## Task brief
Would you return the listing exactly as written, apart from its pictures?

## Task material
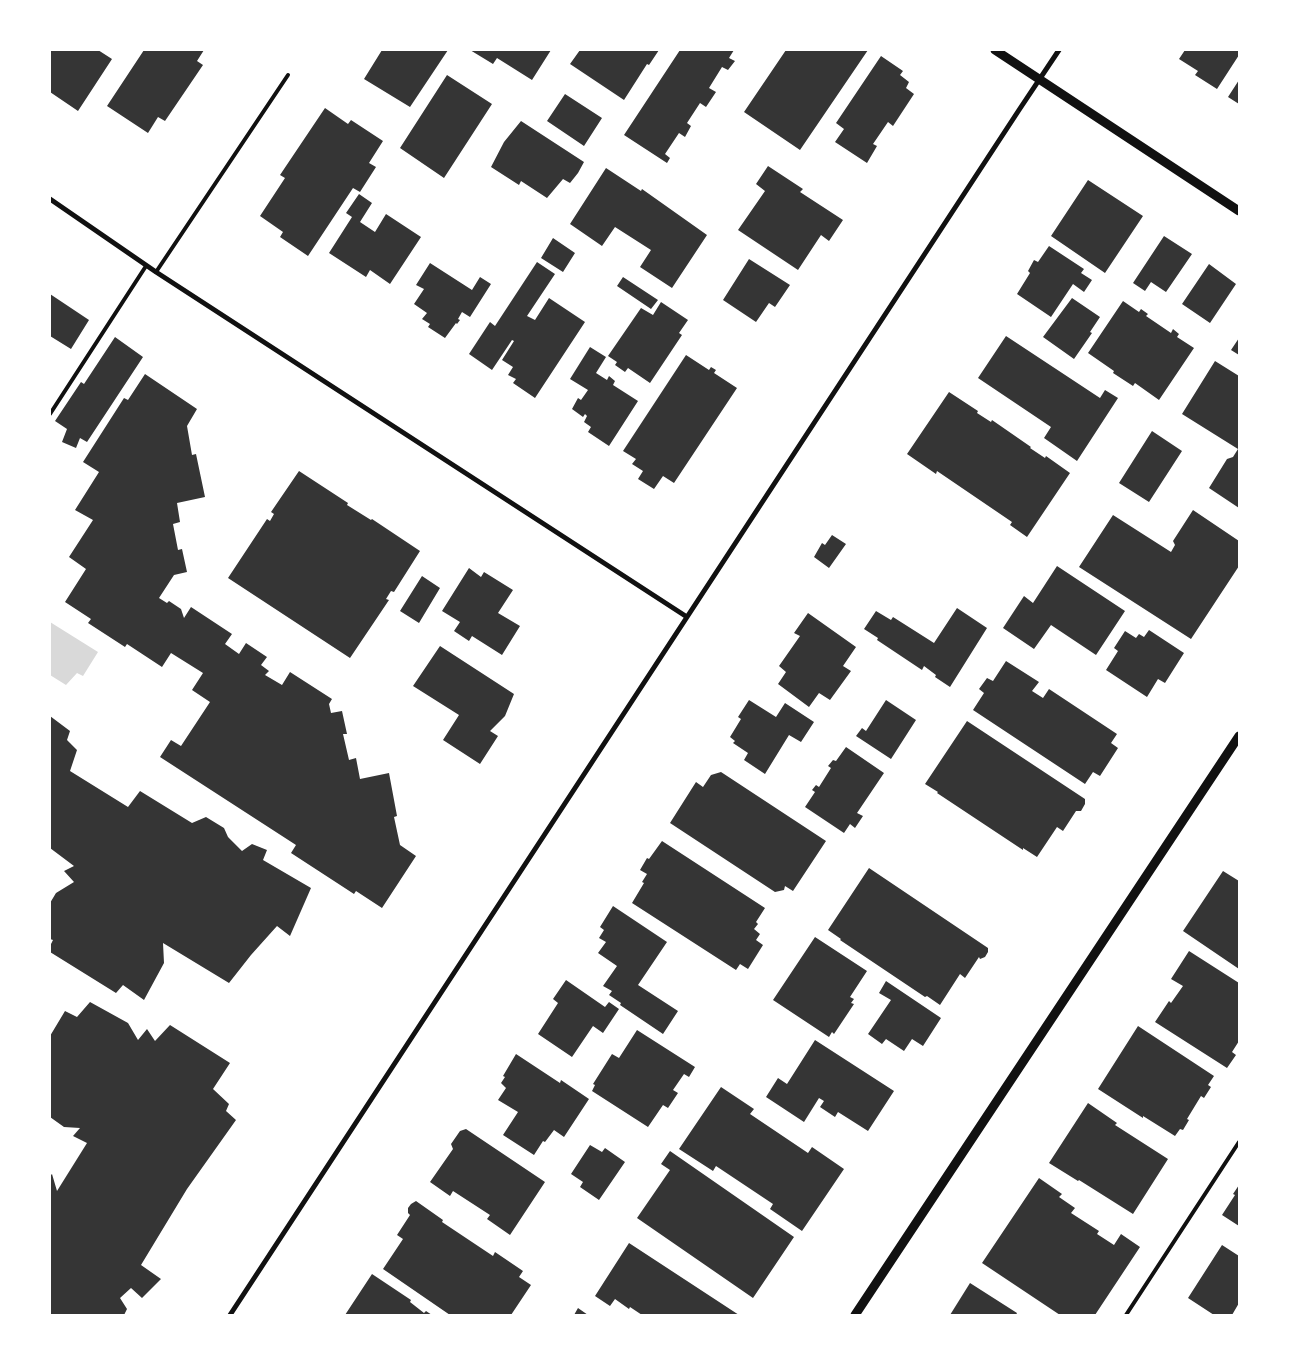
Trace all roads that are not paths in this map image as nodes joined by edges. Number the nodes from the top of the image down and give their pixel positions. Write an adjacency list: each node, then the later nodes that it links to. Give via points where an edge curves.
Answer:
1 (995, 50): 4 (street)
2 (1059, 50): 4 (street)
3 (288, 74): 8 (lane)
4 (1039, 80): 6 (street); 10 (street)
5 (50, 200): 7 (street)
6 (1239, 211)
7 (146, 266): 8 (street); 9 (lane)
8 (156, 272): 10 (street)
9 (50, 414)
10 (687, 617): 13 (street)
11 (1239, 736): 14 (street)
12 (1239, 1142): 15 (lane)
13 (230, 1315)
14 (855, 1315)
15 (1126, 1315)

## Answer box
Trace all roads that are not paths in this map image as nodes joined by edges. Number the nodes from the top of the image down and give their pixel positions. Write an adjacency list: each node, then the later nodes that it links to. Give via points where an edge curves.
Answer:
1 (995, 50): 4 (street)
2 (1059, 50): 4 (street)
3 (288, 74): 8 (lane)
4 (1039, 80): 6 (street); 10 (street)
5 (50, 200): 7 (street)
6 (1239, 211)
7 (146, 266): 8 (street); 9 (lane)
8 (156, 272): 10 (street)
9 (50, 414)
10 (687, 617): 13 (street)
11 (1239, 736): 14 (street)
12 (1239, 1142): 15 (lane)
13 (230, 1315)
14 (855, 1315)
15 (1126, 1315)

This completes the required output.